AIM OF THE EXERCISE:
Please report each line in the material below that includes "Moll".
- - - -
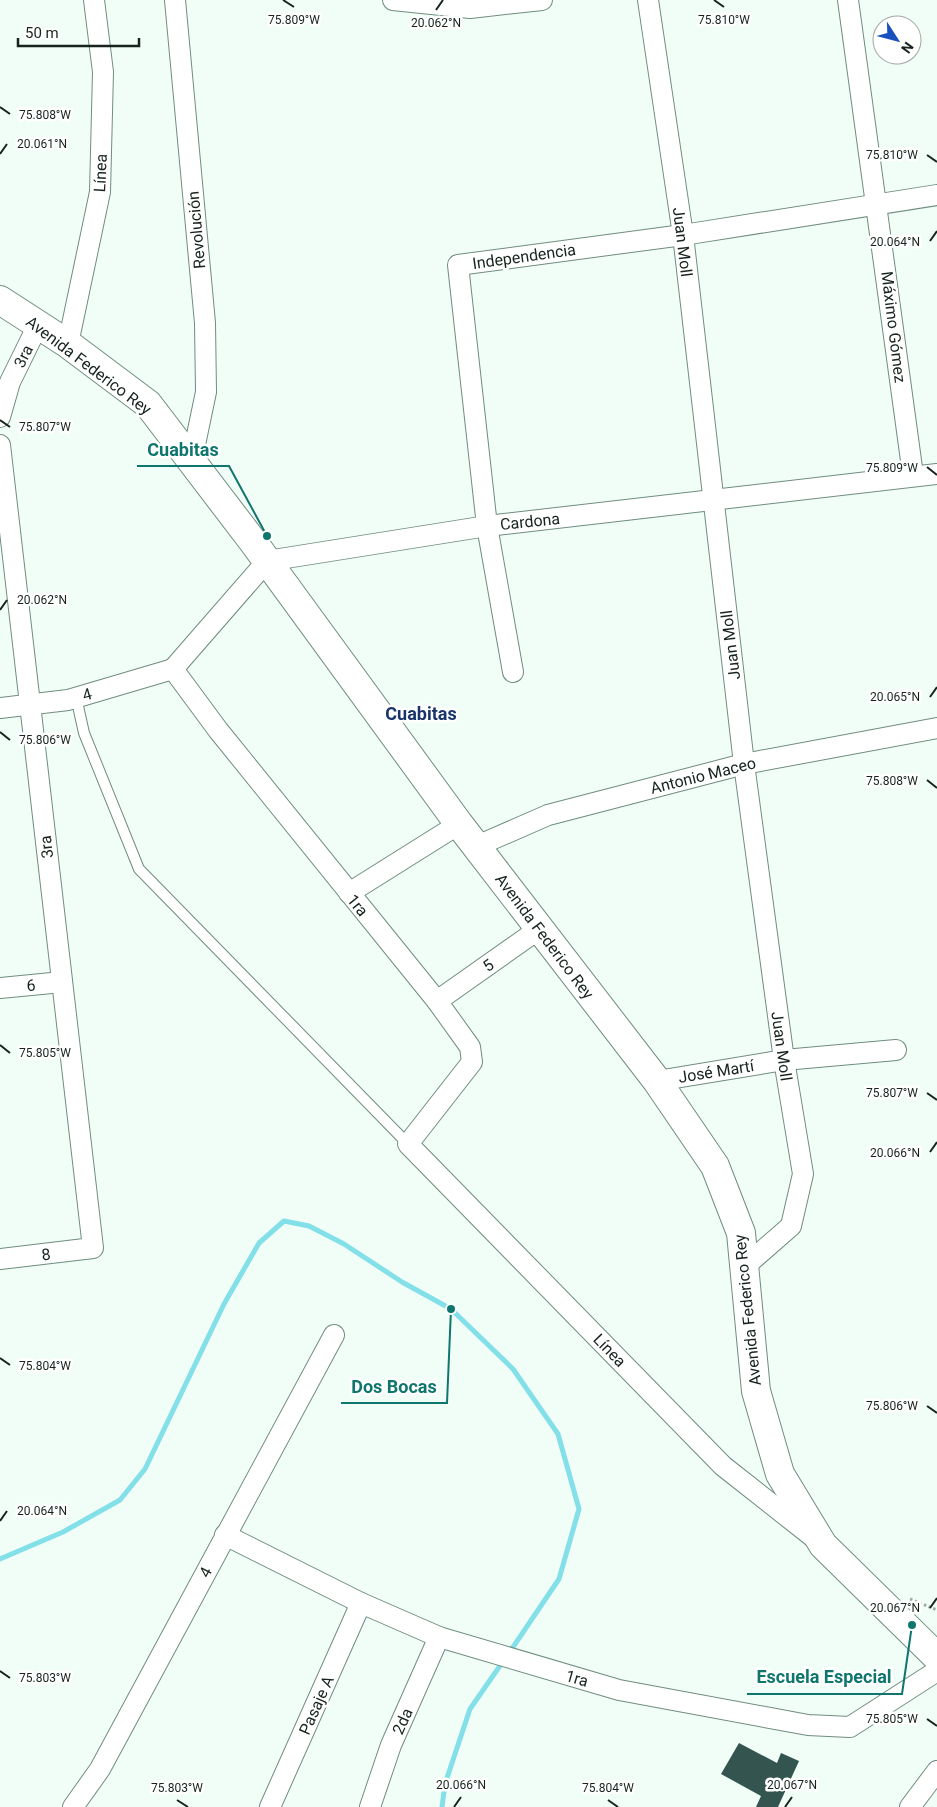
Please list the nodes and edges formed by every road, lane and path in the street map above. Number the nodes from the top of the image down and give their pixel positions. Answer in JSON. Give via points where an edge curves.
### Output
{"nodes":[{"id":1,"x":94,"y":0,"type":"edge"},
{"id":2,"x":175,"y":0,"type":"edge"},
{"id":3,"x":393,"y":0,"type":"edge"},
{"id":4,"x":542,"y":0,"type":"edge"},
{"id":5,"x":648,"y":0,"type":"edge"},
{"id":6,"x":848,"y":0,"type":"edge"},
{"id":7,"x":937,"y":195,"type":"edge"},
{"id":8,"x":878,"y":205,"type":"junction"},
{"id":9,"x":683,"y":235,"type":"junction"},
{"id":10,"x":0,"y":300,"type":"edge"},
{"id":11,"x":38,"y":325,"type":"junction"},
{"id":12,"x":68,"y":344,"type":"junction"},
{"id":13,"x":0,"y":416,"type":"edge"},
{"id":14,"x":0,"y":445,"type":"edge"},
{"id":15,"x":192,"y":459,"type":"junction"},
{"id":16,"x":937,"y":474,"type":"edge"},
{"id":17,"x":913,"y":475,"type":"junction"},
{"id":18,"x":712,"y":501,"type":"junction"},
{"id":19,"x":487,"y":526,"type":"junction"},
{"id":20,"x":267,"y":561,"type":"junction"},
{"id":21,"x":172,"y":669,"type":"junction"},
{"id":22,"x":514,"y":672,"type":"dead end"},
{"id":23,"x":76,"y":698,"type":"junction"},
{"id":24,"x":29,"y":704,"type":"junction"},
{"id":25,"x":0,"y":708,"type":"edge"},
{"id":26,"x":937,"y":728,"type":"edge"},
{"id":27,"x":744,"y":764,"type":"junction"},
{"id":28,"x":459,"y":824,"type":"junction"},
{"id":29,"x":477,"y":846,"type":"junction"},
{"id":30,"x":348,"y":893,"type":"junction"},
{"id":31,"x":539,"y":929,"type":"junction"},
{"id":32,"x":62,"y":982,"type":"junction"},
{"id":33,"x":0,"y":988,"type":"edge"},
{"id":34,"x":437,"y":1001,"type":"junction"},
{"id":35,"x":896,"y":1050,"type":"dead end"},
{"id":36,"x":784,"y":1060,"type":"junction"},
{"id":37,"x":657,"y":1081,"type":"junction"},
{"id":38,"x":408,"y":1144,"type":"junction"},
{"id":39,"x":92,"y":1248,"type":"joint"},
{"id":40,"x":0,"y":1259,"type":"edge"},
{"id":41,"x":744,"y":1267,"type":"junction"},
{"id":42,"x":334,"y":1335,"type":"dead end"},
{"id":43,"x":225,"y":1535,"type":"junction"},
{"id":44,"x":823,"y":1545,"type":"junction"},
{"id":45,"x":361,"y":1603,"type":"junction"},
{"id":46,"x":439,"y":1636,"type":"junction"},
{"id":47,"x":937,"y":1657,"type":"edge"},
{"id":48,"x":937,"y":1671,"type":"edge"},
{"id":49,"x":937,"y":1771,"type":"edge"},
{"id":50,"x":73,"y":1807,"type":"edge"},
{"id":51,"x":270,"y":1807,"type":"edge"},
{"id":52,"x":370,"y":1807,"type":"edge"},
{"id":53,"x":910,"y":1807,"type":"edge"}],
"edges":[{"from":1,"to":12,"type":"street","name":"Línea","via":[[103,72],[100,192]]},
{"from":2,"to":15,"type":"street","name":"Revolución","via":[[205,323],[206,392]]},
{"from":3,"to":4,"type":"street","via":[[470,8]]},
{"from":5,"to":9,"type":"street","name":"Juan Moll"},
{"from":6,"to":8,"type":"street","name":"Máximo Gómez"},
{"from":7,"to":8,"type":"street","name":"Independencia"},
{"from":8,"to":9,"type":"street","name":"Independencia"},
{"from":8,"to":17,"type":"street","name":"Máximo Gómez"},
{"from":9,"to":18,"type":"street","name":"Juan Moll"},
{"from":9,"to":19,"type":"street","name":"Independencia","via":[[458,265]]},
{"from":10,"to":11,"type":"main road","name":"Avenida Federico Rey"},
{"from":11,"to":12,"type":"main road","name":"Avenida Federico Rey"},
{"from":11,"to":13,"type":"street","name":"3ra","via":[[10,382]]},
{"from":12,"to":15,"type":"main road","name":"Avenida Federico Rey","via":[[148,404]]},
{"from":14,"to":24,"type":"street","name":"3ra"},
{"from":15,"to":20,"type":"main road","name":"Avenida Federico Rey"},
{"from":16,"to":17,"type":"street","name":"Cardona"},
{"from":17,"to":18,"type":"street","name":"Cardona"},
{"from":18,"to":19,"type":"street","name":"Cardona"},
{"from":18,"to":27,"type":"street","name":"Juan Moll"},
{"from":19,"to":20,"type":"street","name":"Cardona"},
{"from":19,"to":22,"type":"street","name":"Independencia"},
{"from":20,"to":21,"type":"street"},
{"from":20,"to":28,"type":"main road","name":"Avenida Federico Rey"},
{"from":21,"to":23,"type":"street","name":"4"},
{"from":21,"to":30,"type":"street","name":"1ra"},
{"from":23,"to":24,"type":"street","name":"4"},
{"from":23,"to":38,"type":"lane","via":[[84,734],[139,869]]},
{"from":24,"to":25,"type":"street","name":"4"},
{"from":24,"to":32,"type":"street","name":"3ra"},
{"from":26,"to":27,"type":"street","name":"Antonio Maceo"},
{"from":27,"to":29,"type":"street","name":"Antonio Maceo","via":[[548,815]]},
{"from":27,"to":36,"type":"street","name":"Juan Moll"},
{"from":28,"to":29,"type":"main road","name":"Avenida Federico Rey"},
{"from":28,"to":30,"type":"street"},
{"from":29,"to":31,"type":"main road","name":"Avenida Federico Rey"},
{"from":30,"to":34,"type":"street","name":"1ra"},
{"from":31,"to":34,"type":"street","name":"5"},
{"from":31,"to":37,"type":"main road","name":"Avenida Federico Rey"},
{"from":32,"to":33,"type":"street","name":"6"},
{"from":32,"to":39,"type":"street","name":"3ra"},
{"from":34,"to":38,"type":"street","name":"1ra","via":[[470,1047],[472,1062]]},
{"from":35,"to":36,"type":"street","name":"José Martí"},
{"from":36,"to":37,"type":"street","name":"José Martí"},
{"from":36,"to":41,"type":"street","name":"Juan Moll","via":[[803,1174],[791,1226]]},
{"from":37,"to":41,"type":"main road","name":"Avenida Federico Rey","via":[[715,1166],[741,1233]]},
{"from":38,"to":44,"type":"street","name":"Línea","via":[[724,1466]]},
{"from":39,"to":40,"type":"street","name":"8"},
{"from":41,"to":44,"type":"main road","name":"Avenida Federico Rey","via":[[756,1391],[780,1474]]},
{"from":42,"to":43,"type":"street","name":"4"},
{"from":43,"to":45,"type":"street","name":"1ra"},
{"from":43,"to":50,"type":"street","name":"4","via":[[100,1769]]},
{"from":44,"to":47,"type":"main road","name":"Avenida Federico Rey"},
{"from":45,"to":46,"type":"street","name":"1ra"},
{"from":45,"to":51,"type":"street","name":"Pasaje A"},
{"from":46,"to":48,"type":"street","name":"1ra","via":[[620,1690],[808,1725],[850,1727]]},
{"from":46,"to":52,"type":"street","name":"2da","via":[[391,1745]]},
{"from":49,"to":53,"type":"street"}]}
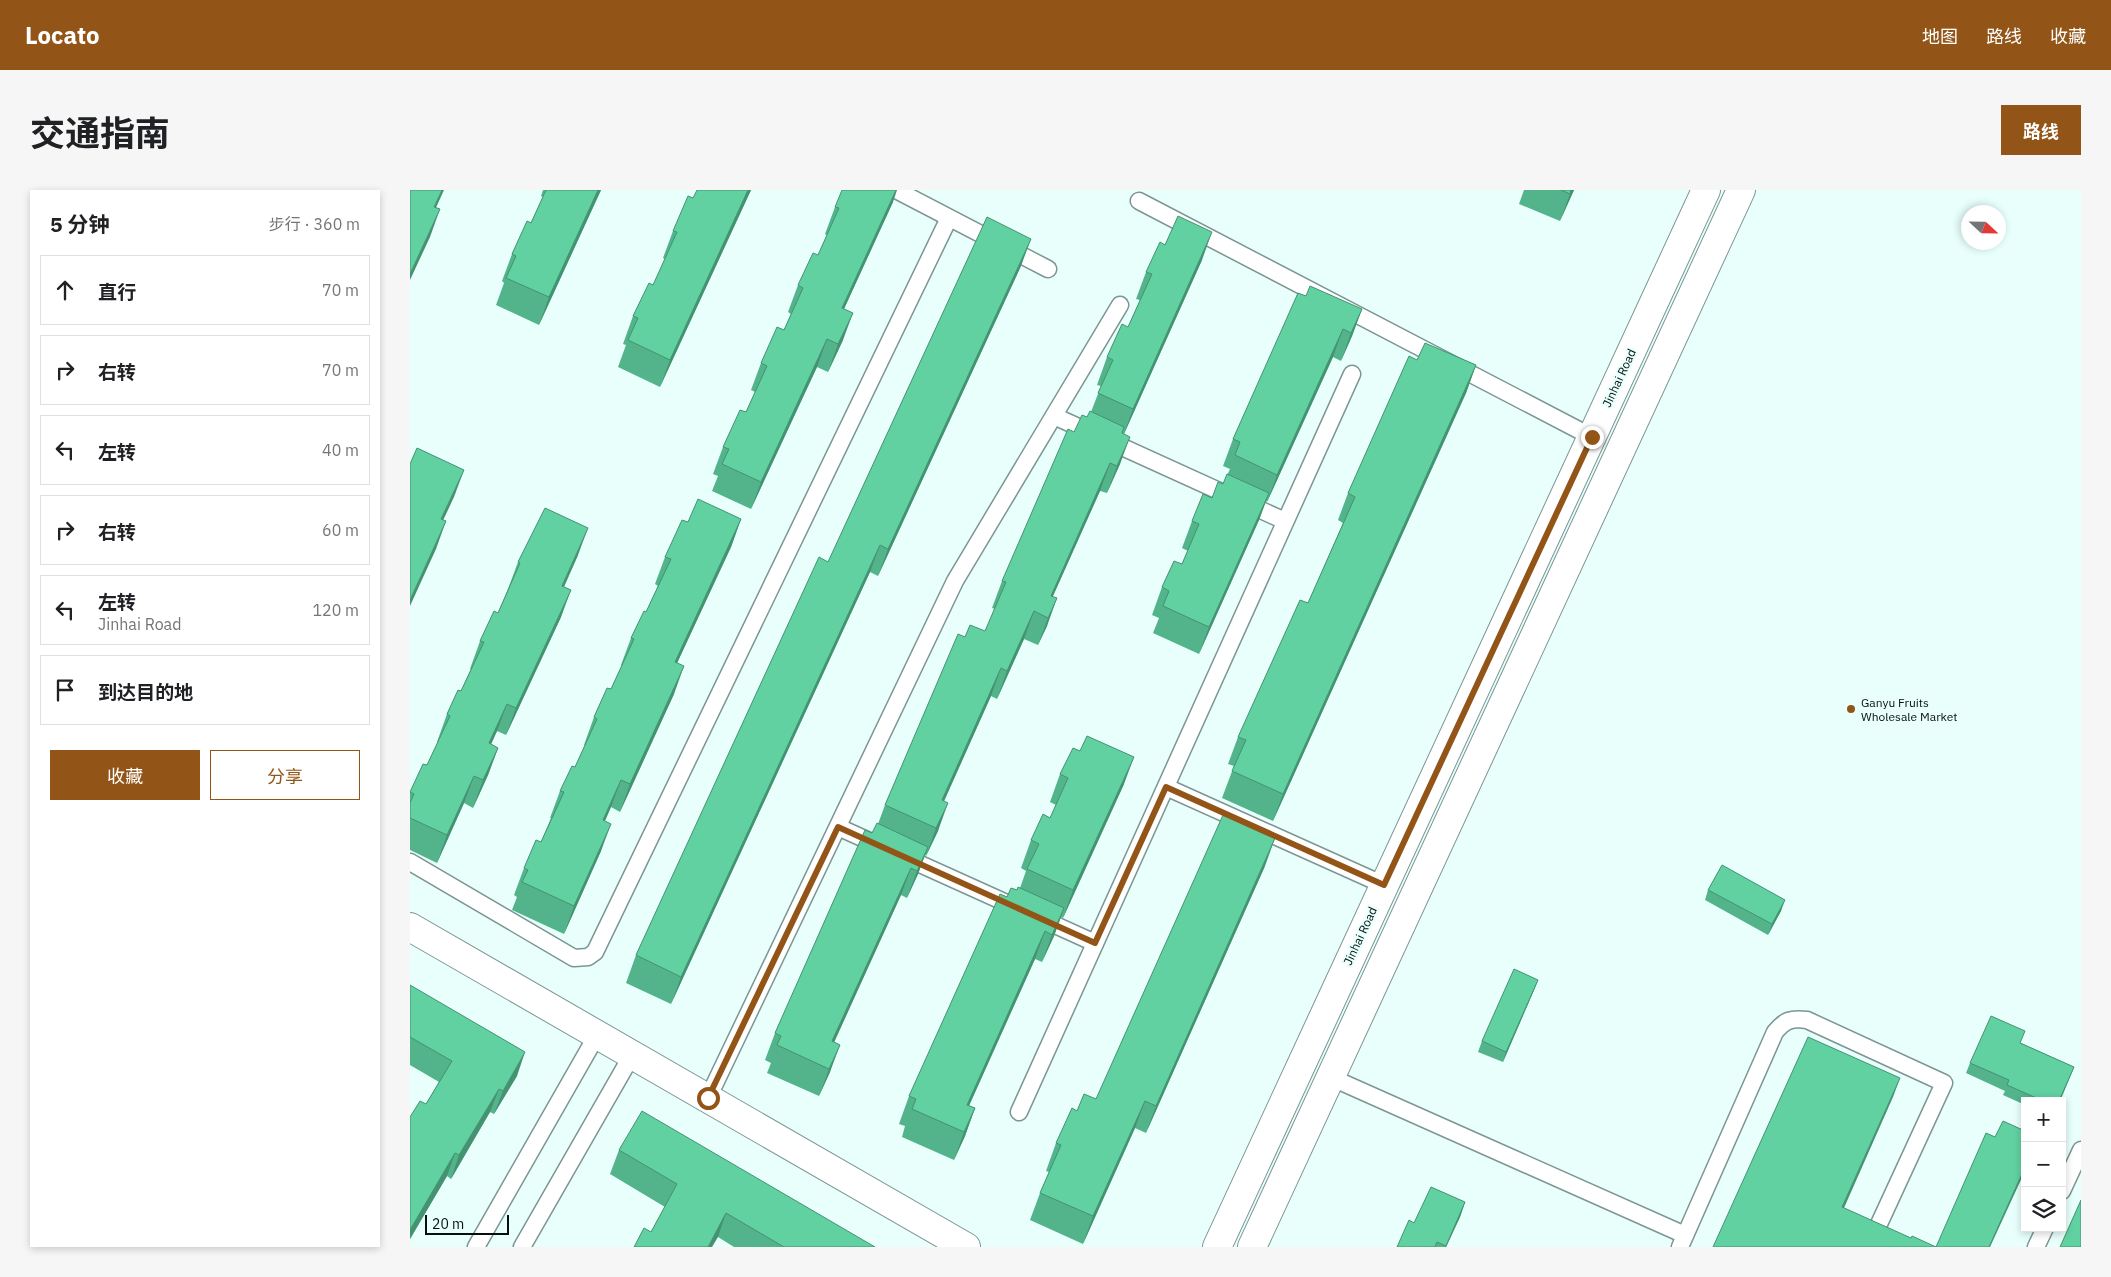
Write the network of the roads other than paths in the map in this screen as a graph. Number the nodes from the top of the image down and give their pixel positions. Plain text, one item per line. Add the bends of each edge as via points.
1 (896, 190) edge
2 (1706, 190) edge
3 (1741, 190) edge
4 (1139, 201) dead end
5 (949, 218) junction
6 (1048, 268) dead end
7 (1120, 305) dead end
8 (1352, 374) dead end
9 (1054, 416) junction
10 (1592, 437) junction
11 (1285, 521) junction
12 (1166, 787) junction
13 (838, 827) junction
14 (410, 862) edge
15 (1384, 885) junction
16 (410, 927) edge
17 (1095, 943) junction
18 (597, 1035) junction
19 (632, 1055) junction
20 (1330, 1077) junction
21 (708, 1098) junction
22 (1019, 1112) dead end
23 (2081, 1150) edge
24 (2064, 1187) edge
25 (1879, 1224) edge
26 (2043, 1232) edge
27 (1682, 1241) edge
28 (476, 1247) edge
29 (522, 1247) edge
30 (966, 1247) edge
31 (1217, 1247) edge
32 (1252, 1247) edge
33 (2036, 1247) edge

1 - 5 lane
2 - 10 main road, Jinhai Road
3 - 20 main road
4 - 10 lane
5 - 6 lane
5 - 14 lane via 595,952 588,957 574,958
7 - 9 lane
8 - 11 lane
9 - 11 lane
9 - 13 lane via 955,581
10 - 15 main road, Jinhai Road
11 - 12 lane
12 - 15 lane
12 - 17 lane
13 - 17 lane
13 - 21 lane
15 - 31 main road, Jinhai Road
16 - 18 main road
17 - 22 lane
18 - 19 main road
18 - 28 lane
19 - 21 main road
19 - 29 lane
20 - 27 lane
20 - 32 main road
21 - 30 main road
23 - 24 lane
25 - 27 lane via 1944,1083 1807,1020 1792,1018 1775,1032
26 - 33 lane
- - - -
EXERCISE RESULT:
{"from":5,"to":9,"type":"street","name":"Juan Moll"},
{"from":9,"to":18,"type":"street","name":"Juan Moll"},
{"from":18,"to":27,"type":"street","name":"Juan Moll"},
{"from":27,"to":36,"type":"street","name":"Juan Moll"},
{"from":36,"to":41,"type":"street","name":"Juan Moll","via":[[803,1174],[791,1226]]},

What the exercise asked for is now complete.